╭─ Information given

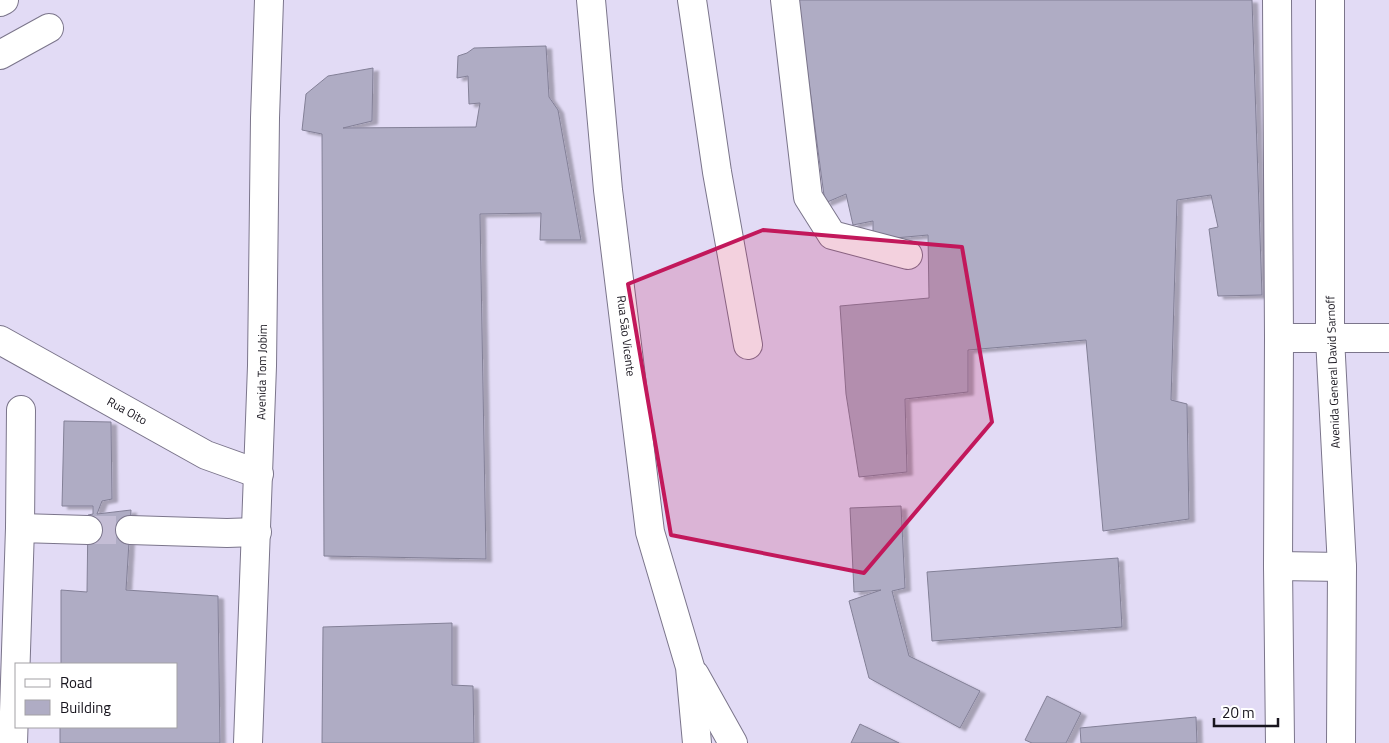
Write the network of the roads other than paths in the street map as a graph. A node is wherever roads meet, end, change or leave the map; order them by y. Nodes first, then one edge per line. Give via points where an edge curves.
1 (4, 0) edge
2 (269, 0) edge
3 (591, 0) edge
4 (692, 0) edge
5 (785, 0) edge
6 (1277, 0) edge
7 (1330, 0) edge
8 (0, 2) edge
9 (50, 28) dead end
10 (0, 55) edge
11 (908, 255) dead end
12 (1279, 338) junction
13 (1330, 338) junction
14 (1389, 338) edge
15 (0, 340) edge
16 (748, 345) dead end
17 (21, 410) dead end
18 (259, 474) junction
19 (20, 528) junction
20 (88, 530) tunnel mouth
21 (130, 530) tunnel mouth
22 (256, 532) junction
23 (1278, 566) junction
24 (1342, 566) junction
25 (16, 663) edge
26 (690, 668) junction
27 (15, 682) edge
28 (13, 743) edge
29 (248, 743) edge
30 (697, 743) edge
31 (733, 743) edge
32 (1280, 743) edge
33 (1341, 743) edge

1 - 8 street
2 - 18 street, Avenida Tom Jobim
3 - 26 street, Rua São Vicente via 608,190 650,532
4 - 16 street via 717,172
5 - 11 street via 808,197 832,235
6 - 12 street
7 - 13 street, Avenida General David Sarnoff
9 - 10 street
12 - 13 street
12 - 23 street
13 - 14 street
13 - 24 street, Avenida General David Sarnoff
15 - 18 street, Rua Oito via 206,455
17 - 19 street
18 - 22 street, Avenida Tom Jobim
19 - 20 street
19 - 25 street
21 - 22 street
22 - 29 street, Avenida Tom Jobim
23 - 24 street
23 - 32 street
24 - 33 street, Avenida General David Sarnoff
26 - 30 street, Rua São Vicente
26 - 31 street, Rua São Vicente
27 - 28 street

╰─

» What you will do:
Copy every entry word for word, but omit the pictures.

» Output of the exercise:
Write the network of the roads other than paths in the street map as a graph. A node is wherever roads meet, end, change or leave the map; order them by y. Nodes first, then one edge per line. Give via points where an edge curves.
1 (4, 0) edge
2 (269, 0) edge
3 (591, 0) edge
4 (692, 0) edge
5 (785, 0) edge
6 (1277, 0) edge
7 (1330, 0) edge
8 (0, 2) edge
9 (50, 28) dead end
10 (0, 55) edge
11 (908, 255) dead end
12 (1279, 338) junction
13 (1330, 338) junction
14 (1389, 338) edge
15 (0, 340) edge
16 (748, 345) dead end
17 (21, 410) dead end
18 (259, 474) junction
19 (20, 528) junction
20 (88, 530) tunnel mouth
21 (130, 530) tunnel mouth
22 (256, 532) junction
23 (1278, 566) junction
24 (1342, 566) junction
25 (16, 663) edge
26 (690, 668) junction
27 (15, 682) edge
28 (13, 743) edge
29 (248, 743) edge
30 (697, 743) edge
31 (733, 743) edge
32 (1280, 743) edge
33 (1341, 743) edge

1 - 8 street
2 - 18 street, Avenida Tom Jobim
3 - 26 street, Rua São Vicente via 608,190 650,532
4 - 16 street via 717,172
5 - 11 street via 808,197 832,235
6 - 12 street
7 - 13 street, Avenida General David Sarnoff
9 - 10 street
12 - 13 street
12 - 23 street
13 - 14 street
13 - 24 street, Avenida General David Sarnoff
15 - 18 street, Rua Oito via 206,455
17 - 19 street
18 - 22 street, Avenida Tom Jobim
19 - 20 street
19 - 25 street
21 - 22 street
22 - 29 street, Avenida Tom Jobim
23 - 24 street
23 - 32 street
24 - 33 street, Avenida General David Sarnoff
26 - 30 street, Rua São Vicente
26 - 31 street, Rua São Vicente
27 - 28 street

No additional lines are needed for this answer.